The Titanic Orchestra
Pleasance Courtyard
Three stars
Walking The Tightrope
Underbelly Topside
Three stars
Polyphony
Summerhall
Four stars
Neil Cooper
As austerity bites, everyone's looking for a way out. So it is with the four tramps eking out their lives at the abandoned railway station in The Titanic Orchestra, Bulgarian playwright Hristo Boytchev's play, seen here in Russell Bolam's production in a new translation by Steve King. As the quartet dramatise their existence by rehearsing what might happen if a train stopped to pick them up, a quasi-Beckettian landscape emerges as they start to lose faith in the things they can barely imagine anymore.
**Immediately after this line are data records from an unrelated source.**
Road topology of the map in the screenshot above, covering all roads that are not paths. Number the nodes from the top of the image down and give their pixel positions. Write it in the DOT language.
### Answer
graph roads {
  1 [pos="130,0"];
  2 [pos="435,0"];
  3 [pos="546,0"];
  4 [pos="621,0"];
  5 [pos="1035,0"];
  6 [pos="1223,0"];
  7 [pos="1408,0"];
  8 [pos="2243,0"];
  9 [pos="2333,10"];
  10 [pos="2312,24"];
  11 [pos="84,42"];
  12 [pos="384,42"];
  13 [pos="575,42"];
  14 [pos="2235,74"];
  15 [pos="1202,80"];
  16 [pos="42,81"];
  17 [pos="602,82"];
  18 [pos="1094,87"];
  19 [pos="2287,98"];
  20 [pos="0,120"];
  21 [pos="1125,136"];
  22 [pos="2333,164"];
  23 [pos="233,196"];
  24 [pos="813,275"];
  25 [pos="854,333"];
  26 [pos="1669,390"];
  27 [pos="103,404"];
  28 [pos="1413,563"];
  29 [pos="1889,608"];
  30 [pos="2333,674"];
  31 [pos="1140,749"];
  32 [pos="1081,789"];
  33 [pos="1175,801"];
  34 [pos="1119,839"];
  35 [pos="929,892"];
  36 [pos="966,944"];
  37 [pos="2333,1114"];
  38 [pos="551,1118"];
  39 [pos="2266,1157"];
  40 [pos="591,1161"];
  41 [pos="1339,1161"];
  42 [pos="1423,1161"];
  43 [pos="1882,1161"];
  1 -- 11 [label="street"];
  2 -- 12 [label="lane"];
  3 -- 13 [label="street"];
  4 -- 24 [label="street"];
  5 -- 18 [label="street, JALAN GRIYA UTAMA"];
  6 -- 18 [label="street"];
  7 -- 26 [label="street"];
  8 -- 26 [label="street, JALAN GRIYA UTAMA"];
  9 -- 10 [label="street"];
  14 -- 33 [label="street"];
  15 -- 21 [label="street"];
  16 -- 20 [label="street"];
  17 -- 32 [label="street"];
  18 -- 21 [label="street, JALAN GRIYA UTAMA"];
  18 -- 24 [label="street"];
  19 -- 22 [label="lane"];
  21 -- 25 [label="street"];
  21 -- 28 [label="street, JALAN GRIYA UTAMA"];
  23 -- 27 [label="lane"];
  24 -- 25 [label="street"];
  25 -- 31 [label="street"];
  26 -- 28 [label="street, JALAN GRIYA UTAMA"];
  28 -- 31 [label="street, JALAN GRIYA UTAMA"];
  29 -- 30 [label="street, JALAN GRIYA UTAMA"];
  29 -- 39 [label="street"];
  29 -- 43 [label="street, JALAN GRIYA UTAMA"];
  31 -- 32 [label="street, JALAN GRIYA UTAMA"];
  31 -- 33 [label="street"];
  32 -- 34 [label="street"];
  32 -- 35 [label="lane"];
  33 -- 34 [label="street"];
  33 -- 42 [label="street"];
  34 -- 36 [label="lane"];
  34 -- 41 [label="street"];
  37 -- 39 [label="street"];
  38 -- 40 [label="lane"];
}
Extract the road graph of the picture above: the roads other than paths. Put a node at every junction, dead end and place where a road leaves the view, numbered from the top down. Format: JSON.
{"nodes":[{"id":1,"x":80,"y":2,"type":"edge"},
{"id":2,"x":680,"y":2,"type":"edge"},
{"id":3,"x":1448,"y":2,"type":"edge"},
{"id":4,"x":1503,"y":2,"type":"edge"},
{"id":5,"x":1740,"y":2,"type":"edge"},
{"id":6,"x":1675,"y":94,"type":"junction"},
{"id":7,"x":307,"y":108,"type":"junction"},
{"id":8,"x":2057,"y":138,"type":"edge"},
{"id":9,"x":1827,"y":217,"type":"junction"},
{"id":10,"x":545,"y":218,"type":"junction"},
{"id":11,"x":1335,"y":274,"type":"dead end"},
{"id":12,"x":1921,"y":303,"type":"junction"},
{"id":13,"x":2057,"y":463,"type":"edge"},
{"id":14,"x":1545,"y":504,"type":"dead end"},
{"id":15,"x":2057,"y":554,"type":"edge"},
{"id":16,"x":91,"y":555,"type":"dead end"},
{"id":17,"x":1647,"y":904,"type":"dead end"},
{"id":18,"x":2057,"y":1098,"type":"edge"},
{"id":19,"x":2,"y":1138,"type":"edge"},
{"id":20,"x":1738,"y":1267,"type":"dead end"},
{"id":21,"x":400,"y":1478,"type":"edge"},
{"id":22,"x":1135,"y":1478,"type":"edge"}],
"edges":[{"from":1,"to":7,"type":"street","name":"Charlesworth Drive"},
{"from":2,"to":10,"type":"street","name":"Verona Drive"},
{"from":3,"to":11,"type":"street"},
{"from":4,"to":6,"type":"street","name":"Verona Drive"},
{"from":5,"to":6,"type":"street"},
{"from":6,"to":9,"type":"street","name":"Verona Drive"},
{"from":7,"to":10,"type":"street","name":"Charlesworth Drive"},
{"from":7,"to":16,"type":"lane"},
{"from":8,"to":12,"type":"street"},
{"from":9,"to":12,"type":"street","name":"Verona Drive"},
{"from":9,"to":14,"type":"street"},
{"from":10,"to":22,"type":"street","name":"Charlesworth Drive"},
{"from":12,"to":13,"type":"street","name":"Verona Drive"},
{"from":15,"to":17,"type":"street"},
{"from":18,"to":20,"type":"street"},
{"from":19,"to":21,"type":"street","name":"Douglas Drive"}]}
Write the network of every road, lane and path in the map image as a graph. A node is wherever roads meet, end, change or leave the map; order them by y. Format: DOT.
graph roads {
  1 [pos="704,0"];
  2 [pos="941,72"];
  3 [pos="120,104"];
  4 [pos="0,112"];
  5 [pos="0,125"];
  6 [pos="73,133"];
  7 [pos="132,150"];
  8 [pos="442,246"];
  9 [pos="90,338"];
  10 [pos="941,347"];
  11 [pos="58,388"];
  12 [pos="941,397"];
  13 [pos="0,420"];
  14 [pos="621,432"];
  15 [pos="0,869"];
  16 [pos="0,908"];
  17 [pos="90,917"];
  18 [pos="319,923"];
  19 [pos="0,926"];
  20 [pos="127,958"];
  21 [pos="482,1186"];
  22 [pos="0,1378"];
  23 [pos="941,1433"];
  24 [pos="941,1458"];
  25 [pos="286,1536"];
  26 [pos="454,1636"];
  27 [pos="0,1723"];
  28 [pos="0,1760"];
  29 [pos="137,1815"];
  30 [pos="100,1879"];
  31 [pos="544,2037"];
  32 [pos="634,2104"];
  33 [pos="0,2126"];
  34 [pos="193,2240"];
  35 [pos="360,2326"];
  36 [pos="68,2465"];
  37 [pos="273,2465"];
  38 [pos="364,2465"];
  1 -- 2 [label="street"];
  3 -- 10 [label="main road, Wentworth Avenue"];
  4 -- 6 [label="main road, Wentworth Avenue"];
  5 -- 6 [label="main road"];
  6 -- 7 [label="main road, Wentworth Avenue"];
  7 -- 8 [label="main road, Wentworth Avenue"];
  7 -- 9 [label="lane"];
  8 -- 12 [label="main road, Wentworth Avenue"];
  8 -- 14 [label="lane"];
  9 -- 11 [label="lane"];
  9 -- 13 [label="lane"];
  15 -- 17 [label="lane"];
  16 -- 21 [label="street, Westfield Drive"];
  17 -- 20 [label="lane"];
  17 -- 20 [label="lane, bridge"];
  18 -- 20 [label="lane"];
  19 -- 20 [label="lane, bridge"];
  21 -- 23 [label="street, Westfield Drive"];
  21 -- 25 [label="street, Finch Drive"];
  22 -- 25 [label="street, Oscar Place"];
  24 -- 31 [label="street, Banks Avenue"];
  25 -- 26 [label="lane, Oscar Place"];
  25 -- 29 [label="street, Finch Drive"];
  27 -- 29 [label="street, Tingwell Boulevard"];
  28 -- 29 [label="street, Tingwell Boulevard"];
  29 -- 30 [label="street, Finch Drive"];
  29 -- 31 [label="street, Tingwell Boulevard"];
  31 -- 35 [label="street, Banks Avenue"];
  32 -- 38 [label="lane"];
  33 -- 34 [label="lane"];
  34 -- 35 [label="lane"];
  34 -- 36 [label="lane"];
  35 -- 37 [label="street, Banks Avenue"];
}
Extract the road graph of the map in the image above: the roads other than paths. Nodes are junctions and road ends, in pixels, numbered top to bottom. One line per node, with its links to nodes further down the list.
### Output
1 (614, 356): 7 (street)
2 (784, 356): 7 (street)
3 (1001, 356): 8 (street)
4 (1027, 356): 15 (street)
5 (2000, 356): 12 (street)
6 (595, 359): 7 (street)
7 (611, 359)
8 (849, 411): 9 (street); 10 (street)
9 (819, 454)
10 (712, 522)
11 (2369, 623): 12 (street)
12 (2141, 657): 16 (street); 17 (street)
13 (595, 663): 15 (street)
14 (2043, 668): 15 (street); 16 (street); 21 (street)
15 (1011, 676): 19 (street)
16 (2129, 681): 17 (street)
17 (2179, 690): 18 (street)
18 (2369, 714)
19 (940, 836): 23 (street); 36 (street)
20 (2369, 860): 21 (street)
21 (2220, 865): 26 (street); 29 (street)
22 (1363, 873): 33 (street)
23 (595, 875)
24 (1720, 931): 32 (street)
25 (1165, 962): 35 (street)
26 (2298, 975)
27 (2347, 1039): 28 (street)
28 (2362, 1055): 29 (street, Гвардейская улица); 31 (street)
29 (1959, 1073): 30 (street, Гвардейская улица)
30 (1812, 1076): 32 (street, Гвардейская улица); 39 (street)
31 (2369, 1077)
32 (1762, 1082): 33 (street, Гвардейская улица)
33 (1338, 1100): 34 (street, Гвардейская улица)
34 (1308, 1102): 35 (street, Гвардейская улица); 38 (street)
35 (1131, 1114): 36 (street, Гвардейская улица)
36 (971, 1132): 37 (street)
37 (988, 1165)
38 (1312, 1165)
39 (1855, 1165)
When an equally shabby huckster turns up on their patch claiming to be a magician called Harry, things appear to be possible again as the motley crew are co-opted into the ultimate vanishing act.
As Harry, John Hannah laces his performance with an affable charm alongside an international cast in the UK premiere of this archly-played curio that questions the nature of reality, fantasy and the things you have to kid yourself about in order to survive.
Runs until August 31.
Free speech on the fringe was put under the microscope last year when the young Israeli company, Incubator Theatre, were forced to cancel their hip hop opera following protests from pro Palestinian groups. The eight plays in Walking The Tightrope are a direct response to that, as well as to the cancellation of Brett Bailey's Exhibit B at the Barbican in London following the show's Edinburgh International Festival run.
Radio reports of these and similar events play prior to Cressida Brown's production of a varied compendium, which opens with Mark Ravenhill's What Are We Going To Do About Harry? a wry dig at how private sponsors can hold undue influence on theatre programming, to Caryl Churchill's Tickets Are On Sale.
While Neil LaBute's wilfully provocative Exhibit A asks how far art itself can go as a performance artist has anal sex with his model onstage, some of the other plays look too much like theatrical in-jokes. With two male and two female performers tag-teaming throughout, and with each show followed by a panel discussion, he programme is worth it alone for Churchill's piece. Here conversation is rendered meaningless by the sort of vacuous managerialist marketing-speak beloved by box-ticking funding bodies across the land.
Runs until August 31.
Also contemplating his own art is the ever wilful Daniel Kitson, whose healthy disrespect for the theatrical status quo extends to him not issuing press tickets for his new show, Polyphony. Such a gesture may or may not be part of the overall concept for his ingeniously constructed meditation on the absence of others, but what follows as the audience navigate a Spinal Tap size Stonehenge-like circle of fifteen iPod shuffles attached to small speakers as they enter. Either way, as Kitson hands each one out at random, he reveals that each iPod will 'perform' a play about an old man in the future who buys a job lot of iPod shuffles and writes a play with them.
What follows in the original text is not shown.